(Collected data)
********************

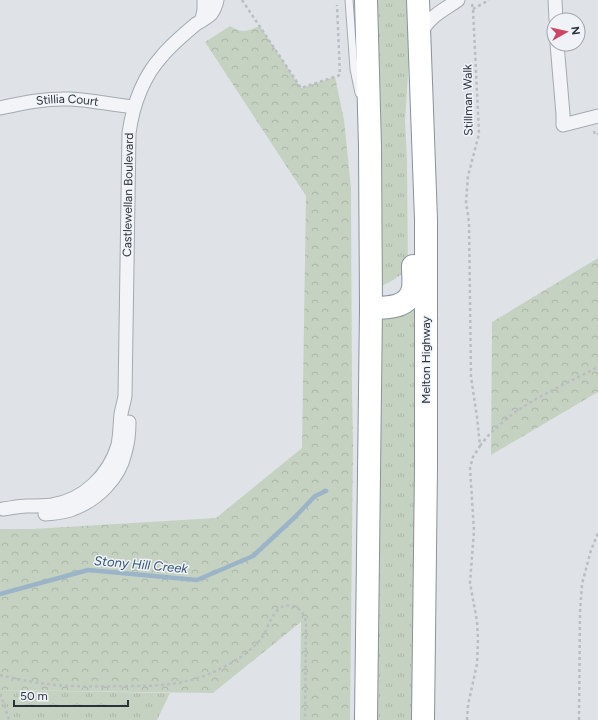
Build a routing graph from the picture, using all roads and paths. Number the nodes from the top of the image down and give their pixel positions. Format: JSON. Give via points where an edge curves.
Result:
{"nodes":[{"id":1,"x":204,"y":0,"type":"edge"},
{"id":2,"x":217,"y":0,"type":"edge"},
{"id":3,"x":242,"y":0,"type":"edge"},
{"id":4,"x":336,"y":0,"type":"edge"},
{"id":5,"x":349,"y":0,"type":"edge"},
{"id":6,"x":366,"y":0,"type":"edge"},
{"id":7,"x":418,"y":0,"type":"edge"},
{"id":8,"x":458,"y":0,"type":"edge"},
{"id":9,"x":471,"y":0,"type":"edge"},
{"id":10,"x":488,"y":0,"type":"edge"},
{"id":11,"x":555,"y":0,"type":"edge"},
{"id":12,"x":473,"y":9,"type":"junction"},
{"id":13,"x":556,"y":12,"type":"edge"},
{"id":14,"x":202,"y":19,"type":"junction"},
{"id":15,"x":419,"y":43,"type":"junction"},
{"id":16,"x":558,"y":52,"type":"edge"},
{"id":17,"x":361,"y":100,"type":"dead end"},
{"id":18,"x":0,"y":108,"type":"edge"},
{"id":19,"x":134,"y":108,"type":"junction"},
{"id":20,"x":362,"y":108,"type":"dead end"},
{"id":21,"x":598,"y":116,"type":"edge"},
{"id":22,"x":370,"y":146,"type":"junction"},
{"id":23,"x":371,"y":308,"type":"junction"},
{"id":24,"x":598,"y":367,"type":"edge"},
{"id":25,"x":480,"y":446,"type":"junction"},
{"id":26,"x":2,"y":509,"type":"edge"},
{"id":27,"x":598,"y":534,"type":"edge"},
{"id":28,"x":0,"y":675,"type":"edge"},
{"id":29,"x":0,"y":694,"type":"edge"},
{"id":30,"x":8,"y":720,"type":"edge"},
{"id":31,"x":305,"y":720,"type":"edge"},
{"id":32,"x":366,"y":720,"type":"edge"},
{"id":33,"x":423,"y":720,"type":"edge"},
{"id":34,"x":467,"y":720,"type":"edge"},
{"id":35,"x":579,"y":720,"type":"edge"}],
"edges":[{"from":1,"to":14,"type":"street"},
{"from":2,"to":14,"type":"street","name":"Castlewellan Boulevard","via":[[212,13]]},
{"from":3,"to":4,"type":"path","via":[[301,88],[340,75]]},
{"from":5,"to":17,"type":"lane","via":[[354,69]]},
{"from":6,"to":22,"type":"highway"},
{"from":7,"to":15,"type":"highway","name":"Melton Highway"},
{"from":8,"to":15,"type":"street","via":[[426,24]]},
{"from":9,"to":12,"type":"path","name":"Stillman Walk"},
{"from":10,"to":12,"type":"path"},
{"from":11,"to":13,"type":"street"},
{"from":12,"to":25,"type":"path","name":"Stillman Walk","via":[[479,134],[468,176],[466,202],[469,222],[471,377]]},
{"from":14,"to":19,"type":"street","name":"Castlewellan Boulevard","via":[[162,55],[144,84]]},
{"from":15,"to":23,"type":"highway","via":[[412,109],[412,294],[397,306]]},
{"from":15,"to":33,"type":"highway","name":"Melton Highway","via":[[426,220]]},
{"from":16,"to":21,"type":"street","via":[[563,125]]},
{"from":18,"to":19,"type":"street","name":"Stillia Court","via":[[56,99]]},
{"from":19,"to":26,"type":"street","name":"Castlewellan Boulevard","via":[[129,133],[125,396],[114,457],[97,482],[78,496],[53,505]]},
{"from":20,"to":22,"type":"lane"},
{"from":22,"to":23,"type":"highway"},
{"from":23,"to":32,"type":"highway"},
{"from":24,"to":25,"type":"path","via":[[519,410],[499,425]]},
{"from":25,"to":34,"type":"path","via":[[470,468],[474,531],[470,584],[478,639],[477,664]]},
{"from":27,"to":35,"type":"path","via":[[582,584]]},
{"from":28,"to":31,"type":"path","via":[[39,683],[79,686],[151,686],[188,682],[219,670],[243,655],[254,647],[278,609],[293,606],[302,613],[306,624]]},
{"from":29,"to":30,"type":"path"}]}
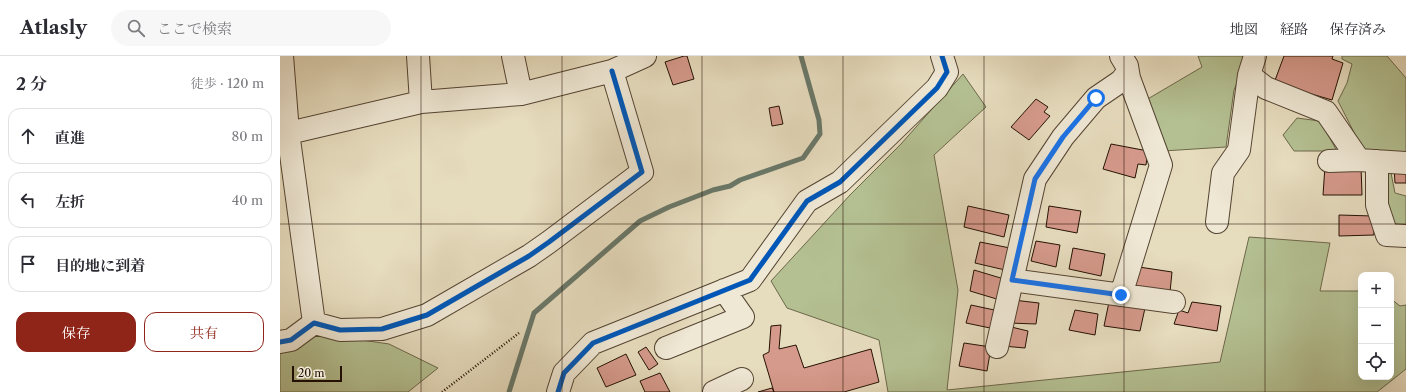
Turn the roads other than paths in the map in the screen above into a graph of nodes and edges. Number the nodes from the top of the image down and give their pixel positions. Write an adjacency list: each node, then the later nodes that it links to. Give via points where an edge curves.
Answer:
1 (282, 56): 11 (street)
2 (418, 56): 10 (street)
3 (513, 56): 9 (street)
4 (645, 56): 8 (street)
5 (942, 56): 18 (street, via 947,72 937,88 840,182 808,201 750,280)
6 (1124, 64): 17 (street, via 1121,81 1096,98 1063,137 1035,179); 19 (street, via 1161,165)
7 (1252, 66): 12 (street, via 1266,88 1326,112); 15 (street, via 1239,150 1223,173)
8 (612, 71): 9 (street); 21 (street, via 642,172 544,246 427,315 382,329 340,330)
9 (521, 94): 10 (street)
10 (421, 102): 11 (street)
11 (284, 134): 21 (street)
12 (1368, 160): 13 (street); 14 (street); 16 (street, via 1377,205 1387,235)
13 (1329, 161)
14 (1406, 162)
15 (1217, 222)
16 (1406, 236)
17 (1012, 280): 19 (street); 23 (street)
18 (724, 290): 24 (street, via 743,317); 26 (street, via 593,343 564,373)
19 (1121, 295): 20 (street)
20 (1174, 302)
21 (314, 323): 22 (street, via 291,340)
22 (280, 342)
23 (997, 347)
24 (666, 348)
25 (742, 378): 27 (street)
26 (558, 392)
27 (714, 392)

********************

Required action ▸
Say the number of lines in the records above that include the string "Stillman", and no more.

Result of the task ▸
2